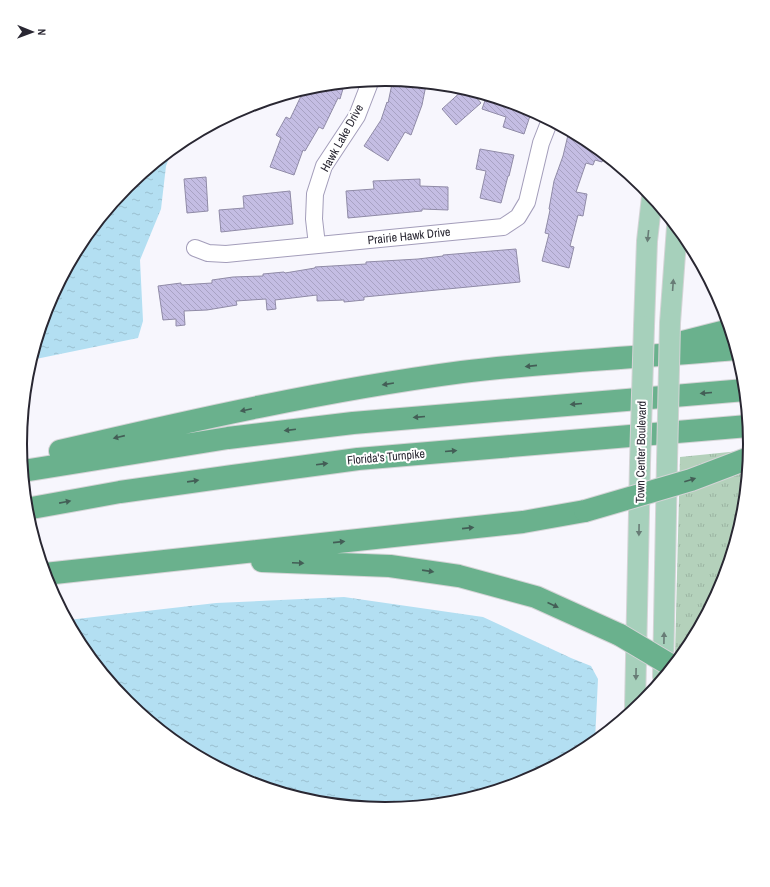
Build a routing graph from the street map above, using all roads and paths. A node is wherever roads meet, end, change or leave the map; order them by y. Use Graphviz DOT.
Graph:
graph roads {
  1 [pos="367,86"];
  2 [pos="548,125"];
  3 [pos="651,204"];
  4 [pos="676,236"];
  5 [pos="317,245"];
  6 [pos="194,248"];
  7 [pos="725,331"];
  8 [pos="731,349"];
  9 [pos="570,362"];
  10 [pos="739,391"];
  11 [pos="742,426"];
  12 [pos="28,459"];
  13 [pos="742,461"];
  14 [pos="28,470"];
  15 [pos="33,509"];
  16 [pos="133,564"];
  17 [pos="51,573"];
  18 [pos="667,663"];
  19 [pos="663,668"];
  20 [pos="635,700"];
  1 -- 5 [label="street, Hawk Lake Drive"];
  2 -- 5 [label="street, Prairie Hawk Drive"];
  3 -- 20 [label="main road, Town Center Boulevard, one-way, bridge"];
  19 -- 4 [label="main road, one-way, bridge"];
  5 -- 6 [label="street, Prairie Hawk Drive"];
  7 -- 9 [label="highway"];
  8 -- 9 [label="highway"];
  9 -- 12 [label="highway, one-way"];
  10 -- 14 [label="highway, one-way"];
  15 -- 11 [label="highway, Florida's Turnpike, one-way"];
  16 -- 13 [label="highway, one-way, bridge"];
  16 -- 17 [label="highway"];
  16 -- 18 [label="highway, one-way, bridge"];
}
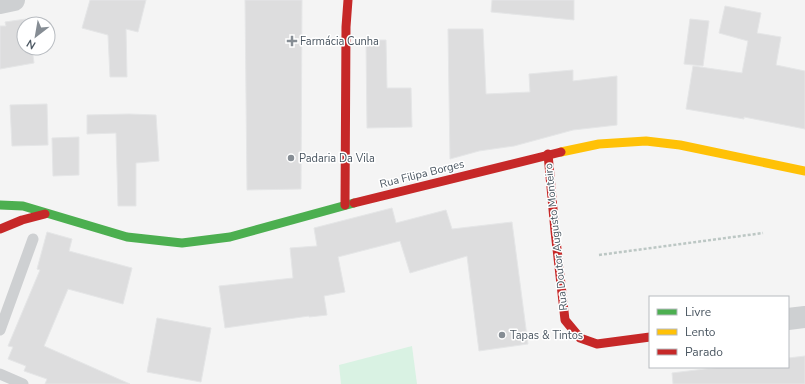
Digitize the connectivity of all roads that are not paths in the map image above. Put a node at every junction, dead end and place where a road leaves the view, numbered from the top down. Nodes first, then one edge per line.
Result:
1 (14, 0) edge
2 (348, 0) edge
3 (0, 3) edge
4 (548, 154) junction
5 (805, 171) edge
6 (0, 205) edge
7 (345, 205) junction
8 (48, 214) junction
9 (0, 229) edge
10 (33, 239) dead end
11 (805, 317) edge
12 (789, 319) edge
13 (0, 330) edge
14 (649, 337) edge
15 (0, 374) edge
16 (23, 384) edge

1 - 3 street
2 - 7 main road
4 - 5 main road, Rua Filipa Borges
4 - 7 main road, Rua Filipa Borges
4 - 14 main road, Rua Doutor Augusto Monteiro
6 - 8 main road, Rua Filipa Borges
7 - 8 main road, Rua Filipa Borges
8 - 9 main road, Rua Filipa Borges
10 - 13 lane
11 - 12 street
15 - 16 lane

****

▶ **TASK OBJECTIVE**
Your task is to copy each line of the listing that holds the word "paths".

▶ **YOUR SOLUTION**
Build a routing graph from the street map above, using all roads and paths. A node is wherever roads meet, end, change or leave the map; order them by y. Use Graphviz DOT.
Digitize the connectivity of all roads that are not paths in the map image above. Put a node at every junction, dead end and place where a road leaves the view, numbered from the top down. Nodes first, then one edge per line.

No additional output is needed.